> **What to do**:
Check every line below for the word "Fontenelle" and show those that hold it.
Start of Input for this task
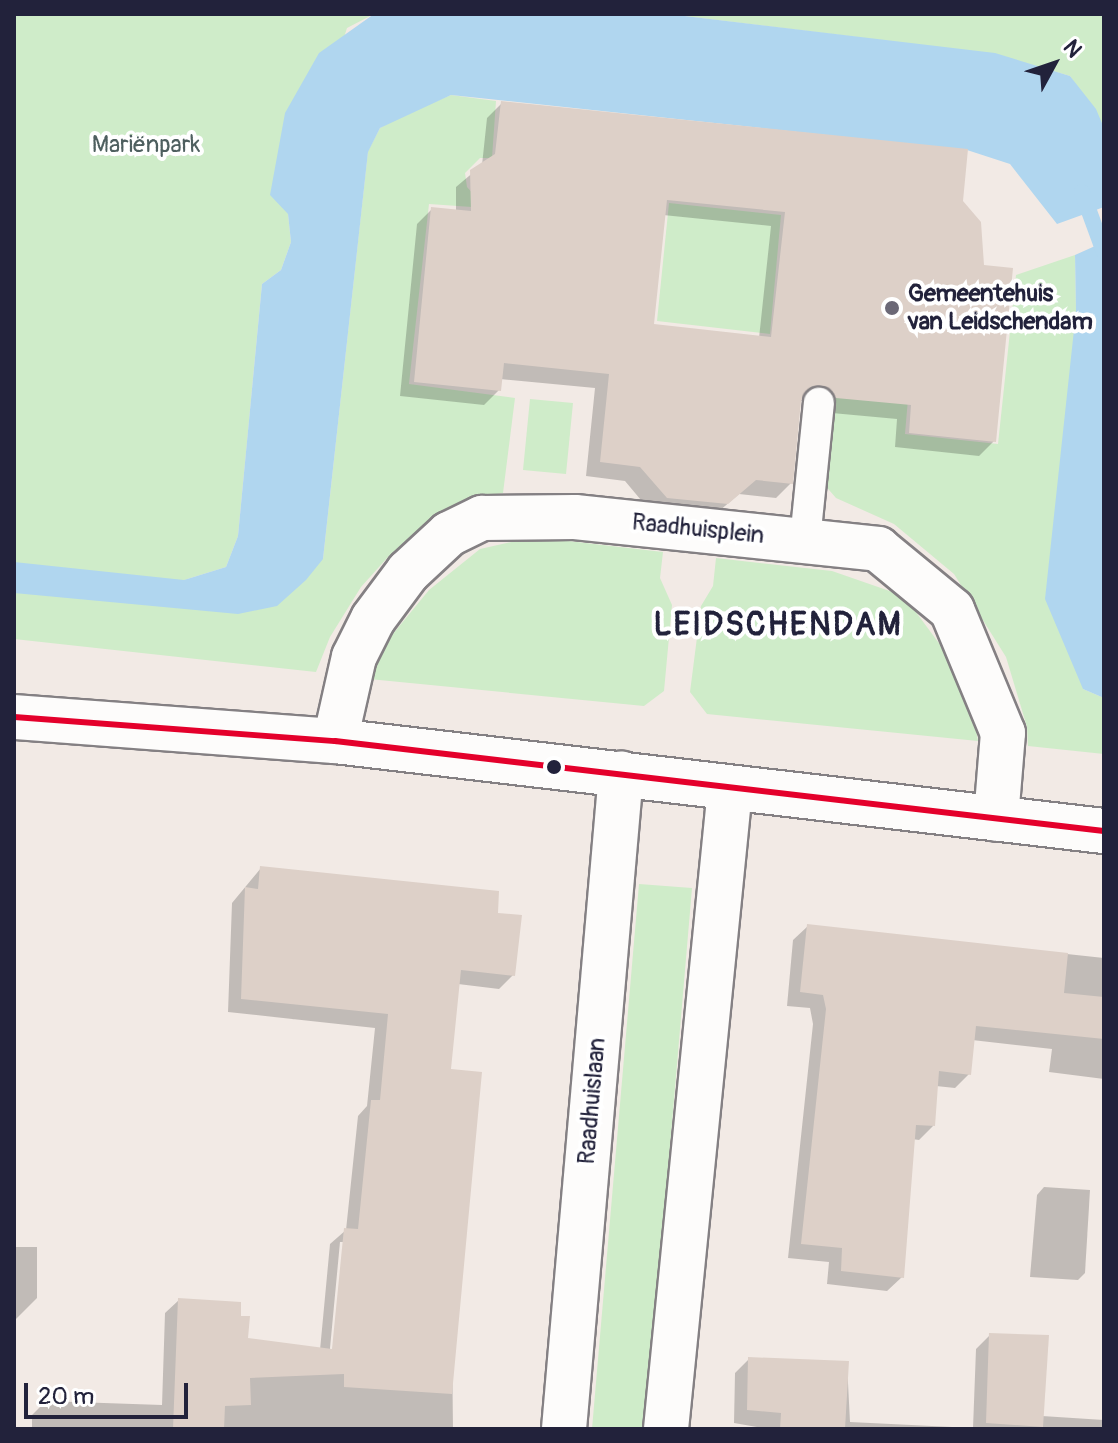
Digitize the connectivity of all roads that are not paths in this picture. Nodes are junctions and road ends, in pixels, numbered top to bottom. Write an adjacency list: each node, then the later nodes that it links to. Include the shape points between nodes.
1 (819, 403): 2 (lane)
2 (805, 540): 4 (street, Raadhuisplein, via 575,517 482,518 449,534 408,572 373,619 354,657); 7 (street, Raadhuisplein, via 878,549 952,610 1003,733)
3 (14, 717): 4 (street)
4 (335, 741): 5 (street)
5 (621, 773): 6 (street); 9 (street, Raadhuislaan)
6 (730, 789): 7 (street); 10 (street)
7 (996, 819): 8 (street)
8 (1104, 831)
9 (564, 1429)
10 (666, 1429)

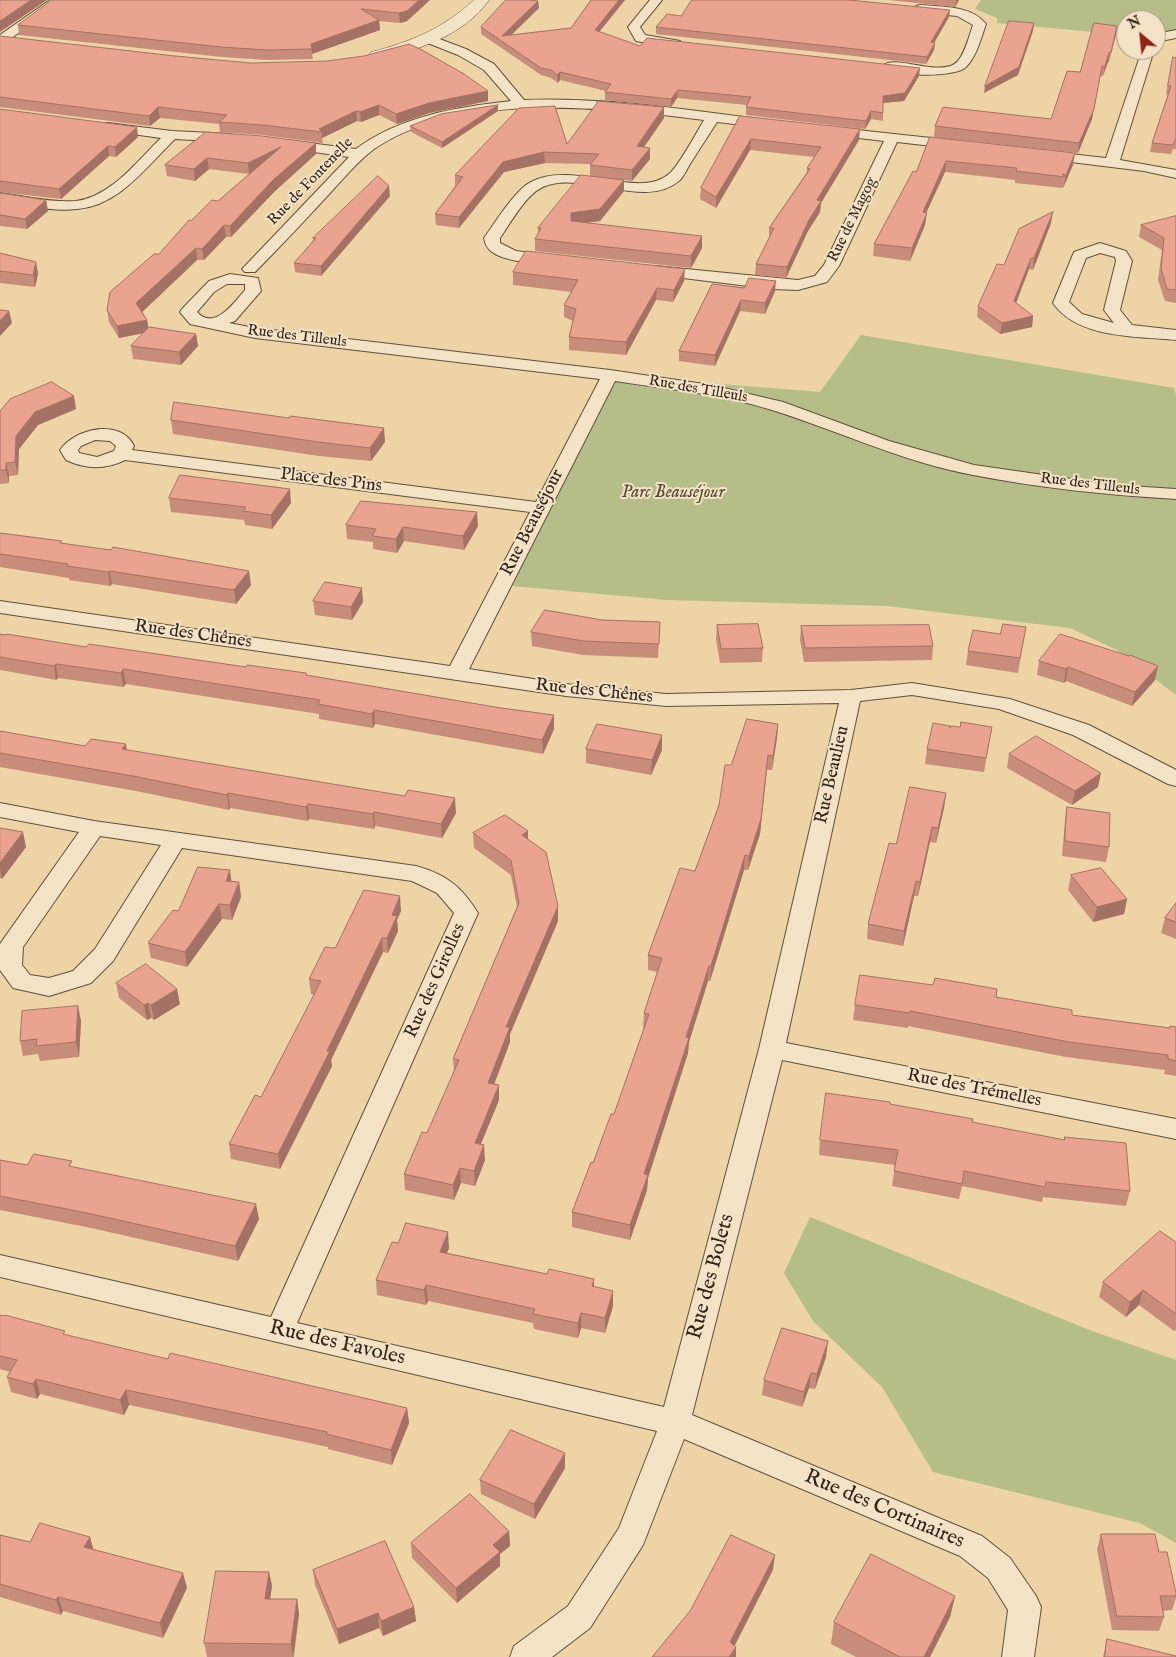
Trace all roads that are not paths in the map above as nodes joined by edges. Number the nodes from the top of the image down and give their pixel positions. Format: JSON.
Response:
{"nodes":[{"id":1,"x":58,"y":0,"type":"edge"},
{"id":2,"x":482,"y":0,"type":"edge"},
{"id":3,"x":656,"y":0,"type":"edge"},
{"id":4,"x":911,"y":8,"type":"edge"},
{"id":5,"x":1,"y":39,"type":"edge"},
{"id":6,"x":429,"y":39,"type":"junction"},
{"id":7,"x":20,"y":42,"type":"edge"},
{"id":8,"x":688,"y":45,"type":"edge"},
{"id":9,"x":363,"y":58,"type":"edge"},
{"id":10,"x":1145,"y":60,"type":"edge"},
{"id":11,"x":873,"y":65,"type":"edge"},
{"id":12,"x":519,"y":103,"type":"junction"},
{"id":13,"x":713,"y":117,"type":"junction"},
{"id":14,"x":97,"y":125,"type":"edge"},
{"id":15,"x":779,"y":125,"type":"edge"},
{"id":16,"x":817,"y":129,"type":"edge"},
{"id":17,"x":172,"y":134,"type":"junction"},
{"id":18,"x":892,"y":138,"type":"junction"},
{"id":19,"x":248,"y":140,"type":"edge"},
{"id":20,"x":272,"y":142,"type":"edge"},
{"id":21,"x":969,"y":146,"type":"edge"},
{"id":22,"x":1026,"y":153,"type":"edge"},
{"id":23,"x":358,"y":154,"type":"junction"},
{"id":24,"x":1112,"y":163,"type":"junction"},
{"id":25,"x":1176,"y":174,"type":"edge"},
{"id":26,"x":0,"y":197,"type":"edge"},
{"id":27,"x":570,"y":261,"type":"edge"},
{"id":28,"x":250,"y":269,"type":"dead end"},
{"id":29,"x":638,"y":269,"type":"edge"},
{"id":30,"x":212,"y":323,"type":"dead end"},
{"id":31,"x":1126,"y":329,"type":"junction"},
{"id":32,"x":1176,"y":335,"type":"edge"},
{"id":33,"x":610,"y":375,"type":"junction"},
{"id":34,"x":122,"y":454,"type":"dead end"},
{"id":35,"x":1176,"y":494,"type":"edge"},
{"id":36,"x":540,"y":508,"type":"junction"},
{"id":37,"x":0,"y":607,"type":"edge"},
{"id":38,"x":456,"y":673,"type":"junction"},
{"id":39,"x":851,"y":696,"type":"junction"},
{"id":40,"x":1176,"y":779,"type":"edge"},
{"id":41,"x":0,"y":810,"type":"edge"},
{"id":42,"x":94,"y":828,"type":"junction"},
{"id":43,"x":175,"y":841,"type":"junction"},
{"id":44,"x":815,"y":855,"type":"joint"},
{"id":45,"x":772,"y":1049,"type":"junction"},
{"id":46,"x":1176,"y":1128,"type":"edge"},
{"id":47,"x":0,"y":1266,"type":"edge"},
{"id":48,"x":279,"y":1330,"type":"junction"},
{"id":49,"x":675,"y":1422,"type":"junction"},
{"id":50,"x":526,"y":1657,"type":"edge"},
{"id":51,"x":1018,"y":1657,"type":"edge"}],
"edges":[{"from":1,"to":5,"type":"street"},
{"from":2,"to":6,"type":"street"},
{"from":3,"to":8,"type":"street"},
{"from":4,"to":11,"type":"street"},
{"from":5,"to":7,"type":"street"},
{"from":6,"to":9,"type":"street"},
{"from":6,"to":12,"type":"street"},
{"from":10,"to":24,"type":"street"},
{"from":12,"to":13,"type":"street","name":"Rue de Fontenelle"},
{"from":12,"to":23,"type":"street","name":"Rue de Fontenelle"},
{"from":13,"to":15,"type":"street","name":"Rue de Fontenelle"},
{"from":13,"to":27,"type":"street"},
{"from":14,"to":17,"type":"street"},
{"from":16,"to":18,"type":"street"},
{"from":17,"to":19,"type":"street"},
{"from":17,"to":26,"type":"street"},
{"from":18,"to":21,"type":"street"},
{"from":18,"to":29,"type":"street","name":"Rue de Magog"},
{"from":20,"to":23,"type":"street"},
{"from":22,"to":24,"type":"street"},
{"from":23,"to":28,"type":"street","name":"Rue de Fontenelle"},
{"from":24,"to":25,"type":"street"},
{"from":30,"to":33,"type":"street","name":"Rue des Tilleuls"},
{"from":31,"to":31,"type":"street"},
{"from":31,"to":32,"type":"street"},
{"from":33,"to":35,"type":"street","name":"Rue des Tilleuls"},
{"from":33,"to":36,"type":"street","name":"Rue Beauséjour"},
{"from":34,"to":36,"type":"street","name":"Place des Pins"},
{"from":36,"to":38,"type":"street","name":"Rue Beauséjour"},
{"from":37,"to":38,"type":"street","name":"Rue des Chênes"},
{"from":38,"to":39,"type":"street","name":"Rue des Chênes"},
{"from":39,"to":40,"type":"street","name":"Rue des Chênes"},
{"from":39,"to":44,"type":"street","name":"Rue Beaulieu"},
{"from":41,"to":42,"type":"street","name":"Rue des Girolles"},
{"from":42,"to":43,"type":"street","name":"Rue des Girolles"},
{"from":42,"to":43,"type":"street"},
{"from":43,"to":48,"type":"street","name":"Rue des Girolles"},
{"from":44,"to":45,"type":"street","name":"Rue des Bolets"},
{"from":45,"to":46,"type":"street","name":"Rue des Trémelles"},
{"from":45,"to":49,"type":"street","name":"Rue des Bolets"},
{"from":47,"to":48,"type":"street","name":"Rue des Favoles"},
{"from":48,"to":49,"type":"street","name":"Rue des Favoles"},
{"from":49,"to":50,"type":"street","name":"Rue des Bolets"},
{"from":49,"to":51,"type":"street","name":"Rue des Cortinaires"}]}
End of Input for this task
> **Answer to this task**:
{"from":12,"to":13,"type":"street","name":"Rue de Fontenelle"},
{"from":12,"to":23,"type":"street","name":"Rue de Fontenelle"},
{"from":13,"to":15,"type":"street","name":"Rue de Fontenelle"},
{"from":23,"to":28,"type":"street","name":"Rue de Fontenelle"},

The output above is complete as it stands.